The price of oil— the backbone of Saudi Arabia's
economy — has fallen by about a half since the summer. Saudi Arabia is
extremely wealthy, but there are deep wealth disparities and youth unemployment
is expected to mushroom absent a dramatic rise in private sector job creation.
The International Monetary Fund says almost two-thirds of employed Saudis work
for the government.
Associate Fellow and energy researcher at Chatham
House, Valerie Marcel, said massive government spending across the Gulf on
public sector salaries is "really the thing that keeps the lid on the
bottle." She said that for now the Arab monarchies of the Gulf can afford
to run deficits due to surpluses accumulated over the years from high oil
prices.
Saudi Arabia, the Arab world's largest economy, said
it would dig into its reserves to cover the difference between $229.3 billion
in projected expenditures and $190.7 billion in revenues for the coming fiscal
year. A quarter of expenditures will be spent on the education sector. The
budget is expected to allay investor concerns that the drop in oil prices could
lead to less government spending and reduced economic growth.
The kingdom's figures for the current fiscal year
show a deficit -- for the first time since 2009 -- of $14.4 billion. Total
expenditure had been projected at $228 billion, but ran 29 percent higher, at
$293 billion, due to expansion work at Islam's two holiest mosques, among other
projects, according to the Finance Ministry.
2 France jobless at new record (BBC) The number of
people seeking work in France has risen to a record high, official figures
show. The jobless total rose by 27,400 in November to 3,488,300 - the highest
level yet seen. That means the number looking for a job has risen by 5.8% in
the past year.
The jobless figures count the number of people
claiming benefits and looking for work with the National Agency for
Unemployment.
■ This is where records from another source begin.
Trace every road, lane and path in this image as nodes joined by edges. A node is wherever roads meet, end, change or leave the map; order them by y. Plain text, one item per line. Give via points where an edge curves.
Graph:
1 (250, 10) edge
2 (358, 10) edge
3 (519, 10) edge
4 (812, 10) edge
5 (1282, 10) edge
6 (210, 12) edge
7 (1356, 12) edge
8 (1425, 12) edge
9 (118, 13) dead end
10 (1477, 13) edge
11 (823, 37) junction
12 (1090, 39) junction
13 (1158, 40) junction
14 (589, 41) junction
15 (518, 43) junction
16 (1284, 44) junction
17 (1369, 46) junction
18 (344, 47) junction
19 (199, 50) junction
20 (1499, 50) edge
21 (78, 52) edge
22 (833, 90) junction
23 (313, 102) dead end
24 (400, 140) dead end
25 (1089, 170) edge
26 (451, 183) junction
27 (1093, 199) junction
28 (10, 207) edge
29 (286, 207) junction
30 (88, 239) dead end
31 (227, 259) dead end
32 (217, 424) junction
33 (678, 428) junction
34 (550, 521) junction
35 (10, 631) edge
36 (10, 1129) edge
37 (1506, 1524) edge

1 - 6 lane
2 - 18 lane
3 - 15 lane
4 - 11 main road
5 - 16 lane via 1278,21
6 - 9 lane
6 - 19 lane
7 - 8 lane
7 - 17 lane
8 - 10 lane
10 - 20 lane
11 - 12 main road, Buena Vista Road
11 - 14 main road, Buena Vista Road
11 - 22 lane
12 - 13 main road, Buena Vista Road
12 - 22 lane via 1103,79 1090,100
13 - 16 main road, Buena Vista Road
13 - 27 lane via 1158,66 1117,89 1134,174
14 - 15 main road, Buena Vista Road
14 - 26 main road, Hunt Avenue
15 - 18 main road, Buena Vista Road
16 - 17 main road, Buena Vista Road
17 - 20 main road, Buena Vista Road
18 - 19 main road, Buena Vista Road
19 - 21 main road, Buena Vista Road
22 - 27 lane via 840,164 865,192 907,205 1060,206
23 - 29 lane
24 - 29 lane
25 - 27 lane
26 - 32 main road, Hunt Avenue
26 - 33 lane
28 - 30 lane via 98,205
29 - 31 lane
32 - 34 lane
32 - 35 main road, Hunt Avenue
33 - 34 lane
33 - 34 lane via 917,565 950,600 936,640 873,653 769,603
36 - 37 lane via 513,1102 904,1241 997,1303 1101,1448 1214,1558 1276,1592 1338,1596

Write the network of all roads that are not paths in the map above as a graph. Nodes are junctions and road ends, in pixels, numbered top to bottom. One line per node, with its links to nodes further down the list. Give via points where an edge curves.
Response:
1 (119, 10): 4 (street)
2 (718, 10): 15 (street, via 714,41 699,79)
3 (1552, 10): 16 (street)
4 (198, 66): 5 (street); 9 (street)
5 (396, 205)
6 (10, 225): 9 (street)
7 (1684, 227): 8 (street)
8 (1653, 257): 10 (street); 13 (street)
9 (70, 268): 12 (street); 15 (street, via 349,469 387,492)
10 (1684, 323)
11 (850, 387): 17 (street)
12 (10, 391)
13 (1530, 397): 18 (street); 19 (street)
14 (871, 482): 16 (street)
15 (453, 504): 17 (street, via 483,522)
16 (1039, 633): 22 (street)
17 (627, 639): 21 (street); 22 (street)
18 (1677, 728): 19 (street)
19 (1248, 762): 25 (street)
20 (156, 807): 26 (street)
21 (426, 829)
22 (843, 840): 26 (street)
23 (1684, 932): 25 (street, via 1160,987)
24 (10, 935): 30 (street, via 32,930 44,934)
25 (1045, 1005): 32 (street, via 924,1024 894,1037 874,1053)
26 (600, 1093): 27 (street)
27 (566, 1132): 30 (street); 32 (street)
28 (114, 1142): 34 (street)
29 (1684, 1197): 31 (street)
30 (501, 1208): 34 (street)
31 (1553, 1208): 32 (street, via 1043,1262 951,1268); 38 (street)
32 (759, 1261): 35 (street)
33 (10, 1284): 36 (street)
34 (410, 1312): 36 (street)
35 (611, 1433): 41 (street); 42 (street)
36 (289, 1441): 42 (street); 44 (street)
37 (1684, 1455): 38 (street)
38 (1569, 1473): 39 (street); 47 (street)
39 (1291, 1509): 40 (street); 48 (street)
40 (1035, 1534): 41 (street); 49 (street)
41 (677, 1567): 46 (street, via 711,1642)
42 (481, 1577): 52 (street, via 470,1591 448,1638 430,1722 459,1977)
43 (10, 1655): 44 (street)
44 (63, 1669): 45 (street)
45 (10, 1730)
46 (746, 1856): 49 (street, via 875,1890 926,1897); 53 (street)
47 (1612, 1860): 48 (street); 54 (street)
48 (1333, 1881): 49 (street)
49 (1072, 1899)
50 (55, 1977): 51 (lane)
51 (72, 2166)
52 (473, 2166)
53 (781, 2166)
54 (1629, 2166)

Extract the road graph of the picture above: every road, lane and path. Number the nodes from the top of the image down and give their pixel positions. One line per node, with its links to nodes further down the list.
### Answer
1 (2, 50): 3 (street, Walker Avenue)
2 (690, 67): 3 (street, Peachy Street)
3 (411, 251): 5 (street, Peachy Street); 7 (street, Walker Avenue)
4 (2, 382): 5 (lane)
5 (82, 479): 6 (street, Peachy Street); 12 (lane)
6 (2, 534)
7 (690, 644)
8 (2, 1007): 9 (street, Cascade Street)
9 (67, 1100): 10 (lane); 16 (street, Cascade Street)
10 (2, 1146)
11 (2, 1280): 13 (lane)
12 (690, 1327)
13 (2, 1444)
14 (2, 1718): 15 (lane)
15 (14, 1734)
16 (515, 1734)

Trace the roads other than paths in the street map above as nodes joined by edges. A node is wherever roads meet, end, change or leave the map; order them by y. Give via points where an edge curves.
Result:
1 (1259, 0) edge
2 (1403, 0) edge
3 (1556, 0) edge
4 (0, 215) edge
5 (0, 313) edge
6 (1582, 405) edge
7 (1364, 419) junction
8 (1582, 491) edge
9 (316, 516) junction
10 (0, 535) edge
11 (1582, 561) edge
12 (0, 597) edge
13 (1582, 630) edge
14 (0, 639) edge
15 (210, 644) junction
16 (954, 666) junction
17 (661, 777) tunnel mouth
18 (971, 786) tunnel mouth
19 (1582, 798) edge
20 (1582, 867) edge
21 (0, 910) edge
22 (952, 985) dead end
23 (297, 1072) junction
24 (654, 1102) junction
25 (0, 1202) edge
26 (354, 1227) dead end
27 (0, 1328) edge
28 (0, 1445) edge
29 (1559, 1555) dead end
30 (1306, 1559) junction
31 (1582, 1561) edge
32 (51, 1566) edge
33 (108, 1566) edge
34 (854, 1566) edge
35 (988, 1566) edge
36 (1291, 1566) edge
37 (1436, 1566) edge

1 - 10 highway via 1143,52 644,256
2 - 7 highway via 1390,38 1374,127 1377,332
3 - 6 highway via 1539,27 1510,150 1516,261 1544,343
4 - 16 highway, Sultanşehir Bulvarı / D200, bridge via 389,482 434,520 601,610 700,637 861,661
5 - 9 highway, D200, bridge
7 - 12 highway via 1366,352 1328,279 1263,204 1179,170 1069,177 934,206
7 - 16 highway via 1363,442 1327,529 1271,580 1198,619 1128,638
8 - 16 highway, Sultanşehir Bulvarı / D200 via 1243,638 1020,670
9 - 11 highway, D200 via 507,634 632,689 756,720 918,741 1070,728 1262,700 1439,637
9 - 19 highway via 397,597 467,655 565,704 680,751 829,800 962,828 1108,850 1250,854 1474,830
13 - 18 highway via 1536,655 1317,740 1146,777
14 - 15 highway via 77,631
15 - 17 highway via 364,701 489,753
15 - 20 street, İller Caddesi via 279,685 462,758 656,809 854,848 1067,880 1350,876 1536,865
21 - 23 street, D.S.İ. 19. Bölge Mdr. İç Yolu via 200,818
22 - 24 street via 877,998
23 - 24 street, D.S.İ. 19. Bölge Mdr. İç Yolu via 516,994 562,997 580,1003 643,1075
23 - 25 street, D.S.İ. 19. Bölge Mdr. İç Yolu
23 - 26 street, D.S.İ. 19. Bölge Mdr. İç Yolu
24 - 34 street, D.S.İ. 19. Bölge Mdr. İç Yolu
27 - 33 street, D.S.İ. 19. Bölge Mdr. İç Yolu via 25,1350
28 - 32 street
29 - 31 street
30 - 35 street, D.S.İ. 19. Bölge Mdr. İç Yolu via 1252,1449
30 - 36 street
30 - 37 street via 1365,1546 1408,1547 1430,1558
The alternative international measure of unemployment, devised by
the International Labour Organisation and based on a regular survey, says that
unemployment in France rose to 2.84 million in the third quarter of the year,
giving an unemployment rate of 9.9%.
The French Prime Minister, Manuel Valls, and the
Economy Minister, Emmanuel Macron, outlined plans that included increasing the
number of businesses operating on Sundays, and opening up regulated sectors,
such as certain professions, to competition. It is not obvious this strategy
would succeed in reviving the economy, even if implemented fully. The
deregulation plan produced immediate protests by thousands of people in Paris
and faces opposition from within the ruling Socialist Party.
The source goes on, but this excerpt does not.